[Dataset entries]
# # # #
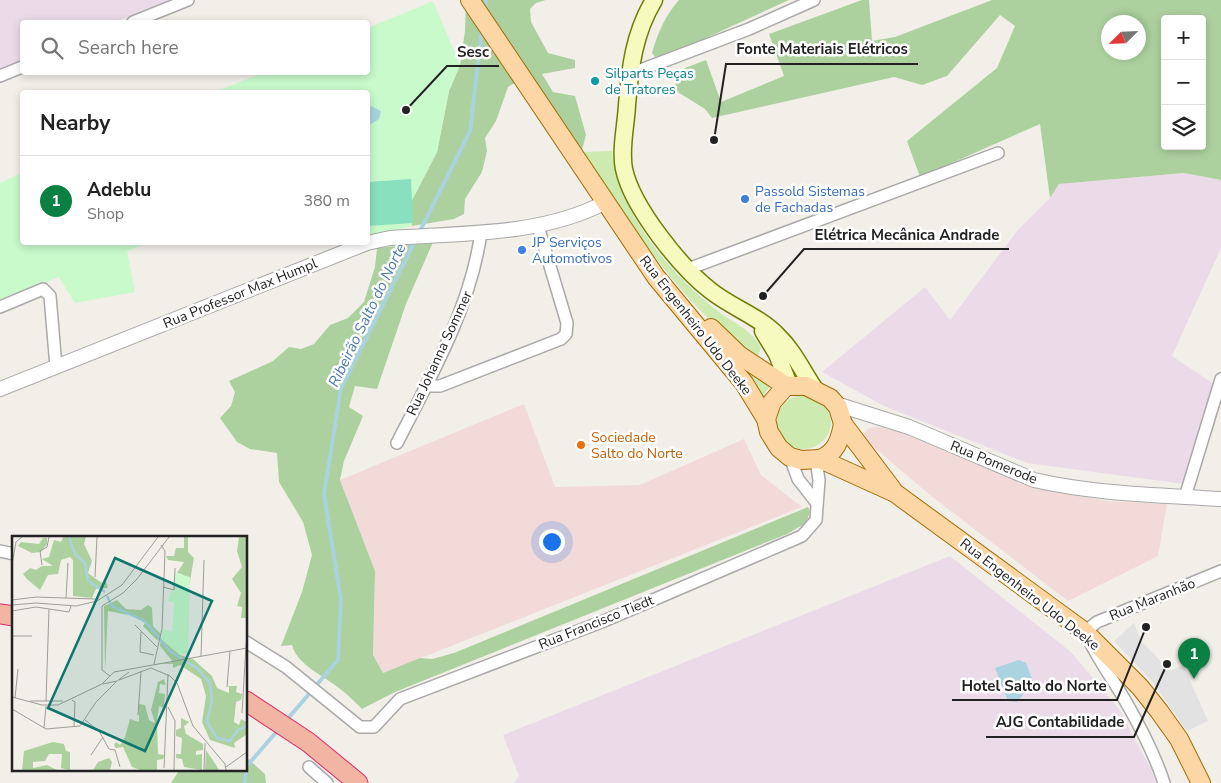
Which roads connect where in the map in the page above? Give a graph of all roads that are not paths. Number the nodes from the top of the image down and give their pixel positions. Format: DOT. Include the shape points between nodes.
graph roads {
  1 [pos="188,0"];
  2 [pos="470,0"];
  3 [pos="654,0"];
  4 [pos="814,0"];
  5 [pos="137,20"];
  6 [pos="20,68"];
  7 [pos="630,74"];
  8 [pos="0,76"];
  9 [pos="998,153"];
  10 [pos="604,203"];
  11 [pos="538,226"];
  12 [pos="481,232"];
  13 [pos="370,242"];
  14 [pos="361,245"];
  15 [pos="637,248"];
  16 [pos="688,269"];
  17 [pos="0,307"];
  18 [pos="752,318"];
  19 [pos="56,367"];
  20 [pos="1221,379"];
  21 [pos="426,386"];
  22 [pos="787,386"];
  23 [pos="814,388"];
  24 [pos="0,389"];
  25 [pos="836,404"];
  26 [pos="862,411"];
  27 [pos="766,419"];
  28 [pos="843,422"];
  29 [pos="397,443"];
  30 [pos="790,457"];
  31 [pos="818,459"];
  32 [pos="895,493"];
  33 [pos="1185,497"];
  34 [pos="1221,499"];
  35 [pos="816,502"];
  36 [pos="1221,571"];
  37 [pos="1085,632"];
  38 [pos="248,643"];
  39 [pos="248,702"];
  40 [pos="309,767"];
  41 [pos="327,783"];
  42 [pos="358,783"];
  43 [pos="1164,783"];
  44 [pos="1201,783"];
  1 -- 5 [label="street"];
  2 -- 10 [label="main road, Rua Engenheiro Udo Deeke"];
  3 -- 7 [label="main road" via="639,31"];
  4 -- 7 [label="street" via="749,29"];
  6 -- 8 [label="street"];
  7 -- 16 [label="main road" via="623,155 629,187 661,237"];
  9 -- 16 [label="street"];
  10 -- 11 [label="street, Rua Professor Max Humpl" via="579,215"];
  10 -- 15 [label="main road, Rua Engenheiro Udo Deeke"];
  11 -- 12 [label="street, Rua Professor Max Humpl"];
  11 -- 21 [label="street" via="567,323 566,334 561,339 440,386"];
  12 -- 13 [label="street, Rua Professor Max Humpl"];
  12 -- 21 [label="street, Rua Johanna Sommer" via="469,291"];
  14 -- 19 [label="street, Rua Professor Max Humpl"];
  15 -- 22 [label="main road, Rua Engenheiro Udo Deeke" via="739,355"];
  15 -- 27 [label="main road, Rua Engenheiro Udo Deeke" via="669,294 744,383"];
  16 -- 18 [label="main road" via="711,291"];
  17 -- 19 [label="street" via="43,289 47,291"];
  18 -- 22 [label="main road" via="770,341"];
  18 -- 23 [label="main road" via="780,337"];
  19 -- 24 [label="street, Rua Professor Max Humpl"];
  20 -- 33 [label="street"];
  21 -- 29 [label="street, Rua Johanna Sommer"];
  22 -- 23 [label="main road, Rua Engenheiro Udo Deeke"];
  22 -- 27 [label="main road" via="772,402"];
  23 -- 25 [label="main road, Rua Engenheiro Udo Deeke"];
  25 -- 26 [label="street, Rua Pomerode"];
  25 -- 28 [label="main road, Rua Engenheiro Udo Deeke"];
  26 -- 28 [label="street"];
  26 -- 33 [label="street, Rua Pomerode" via="909,427 1034,480 1140,495"];
  27 -- 30 [label="main road, Rua Engenheiro Udo Deeke" via="774,442"];
  28 -- 31 [label="main road" via="840,440 832,452"];
  28 -- 32 [label="main road, Rua Engenheiro Udo Deeke"];
  30 -- 31 [label="main road, Rua Engenheiro Udo Deeke"];
  30 -- 35 [label="street" via="798,478"];
  31 -- 32 [label="main road, Rua Engenheiro Udo Deeke"];
  31 -- 35 [label="street, Rua Francisco Tiedt"];
  32 -- 37 [label="main road, Rua Engenheiro Udo Deeke"];
  33 -- 34 [label="street, Rua Pomerode"];
  35 -- 38 [label="street, Rua Francisco Tiedt" via="816,520 802,536 604,621 400,699 374,727 360,727 286,666"];
  36 -- 37 [label="street, Rua Maranhão" via="1096,622"];
  37 -- 43 [label="street" via="1128,704"];
  37 -- 44 [label="main road, Rua Engenheiro Udo Deeke" via="1140,687 1159,711 1179,739"];
  39 -- 42 [label="highway" via="308,742"];
  40 -- 41 [label="street"];
}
# # # #
**What you need to do**:
Output all of the records word for word, and keep the pictures out of the copy.

**Written solution**:
Which roads connect where in the map in the page above? Give a graph of all roads that are not paths. Number the nodes from the top of the image down and give their pixel positions. Format: DOT. Include the shape points between nodes.
graph roads {
  1 [pos="188,0"];
  2 [pos="470,0"];
  3 [pos="654,0"];
  4 [pos="814,0"];
  5 [pos="137,20"];
  6 [pos="20,68"];
  7 [pos="630,74"];
  8 [pos="0,76"];
  9 [pos="998,153"];
  10 [pos="604,203"];
  11 [pos="538,226"];
  12 [pos="481,232"];
  13 [pos="370,242"];
  14 [pos="361,245"];
  15 [pos="637,248"];
  16 [pos="688,269"];
  17 [pos="0,307"];
  18 [pos="752,318"];
  19 [pos="56,367"];
  20 [pos="1221,379"];
  21 [pos="426,386"];
  22 [pos="787,386"];
  23 [pos="814,388"];
  24 [pos="0,389"];
  25 [pos="836,404"];
  26 [pos="862,411"];
  27 [pos="766,419"];
  28 [pos="843,422"];
  29 [pos="397,443"];
  30 [pos="790,457"];
  31 [pos="818,459"];
  32 [pos="895,493"];
  33 [pos="1185,497"];
  34 [pos="1221,499"];
  35 [pos="816,502"];
  36 [pos="1221,571"];
  37 [pos="1085,632"];
  38 [pos="248,643"];
  39 [pos="248,702"];
  40 [pos="309,767"];
  41 [pos="327,783"];
  42 [pos="358,783"];
  43 [pos="1164,783"];
  44 [pos="1201,783"];
  1 -- 5 [label="street"];
  2 -- 10 [label="main road, Rua Engenheiro Udo Deeke"];
  3 -- 7 [label="main road" via="639,31"];
  4 -- 7 [label="street" via="749,29"];
  6 -- 8 [label="street"];
  7 -- 16 [label="main road" via="623,155 629,187 661,237"];
  9 -- 16 [label="street"];
  10 -- 11 [label="street, Rua Professor Max Humpl" via="579,215"];
  10 -- 15 [label="main road, Rua Engenheiro Udo Deeke"];
  11 -- 12 [label="street, Rua Professor Max Humpl"];
  11 -- 21 [label="street" via="567,323 566,334 561,339 440,386"];
  12 -- 13 [label="street, Rua Professor Max Humpl"];
  12 -- 21 [label="street, Rua Johanna Sommer" via="469,291"];
  14 -- 19 [label="street, Rua Professor Max Humpl"];
  15 -- 22 [label="main road, Rua Engenheiro Udo Deeke" via="739,355"];
  15 -- 27 [label="main road, Rua Engenheiro Udo Deeke" via="669,294 744,383"];
  16 -- 18 [label="main road" via="711,291"];
  17 -- 19 [label="street" via="43,289 47,291"];
  18 -- 22 [label="main road" via="770,341"];
  18 -- 23 [label="main road" via="780,337"];
  19 -- 24 [label="street, Rua Professor Max Humpl"];
  20 -- 33 [label="street"];
  21 -- 29 [label="street, Rua Johanna Sommer"];
  22 -- 23 [label="main road, Rua Engenheiro Udo Deeke"];
  22 -- 27 [label="main road" via="772,402"];
  23 -- 25 [label="main road, Rua Engenheiro Udo Deeke"];
  25 -- 26 [label="street, Rua Pomerode"];
  25 -- 28 [label="main road, Rua Engenheiro Udo Deeke"];
  26 -- 28 [label="street"];
  26 -- 33 [label="street, Rua Pomerode" via="909,427 1034,480 1140,495"];
  27 -- 30 [label="main road, Rua Engenheiro Udo Deeke" via="774,442"];
  28 -- 31 [label="main road" via="840,440 832,452"];
  28 -- 32 [label="main road, Rua Engenheiro Udo Deeke"];
  30 -- 31 [label="main road, Rua Engenheiro Udo Deeke"];
  30 -- 35 [label="street" via="798,478"];
  31 -- 32 [label="main road, Rua Engenheiro Udo Deeke"];
  31 -- 35 [label="street, Rua Francisco Tiedt"];
  32 -- 37 [label="main road, Rua Engenheiro Udo Deeke"];
  33 -- 34 [label="street, Rua Pomerode"];
  35 -- 38 [label="street, Rua Francisco Tiedt" via="816,520 802,536 604,621 400,699 374,727 360,727 286,666"];
  36 -- 37 [label="street, Rua Maranhão" via="1096,622"];
  37 -- 43 [label="street" via="1128,704"];
  37 -- 44 [label="main road, Rua Engenheiro Udo Deeke" via="1140,687 1159,711 1179,739"];
  39 -- 42 [label="highway" via="308,742"];
  40 -- 41 [label="street"];
}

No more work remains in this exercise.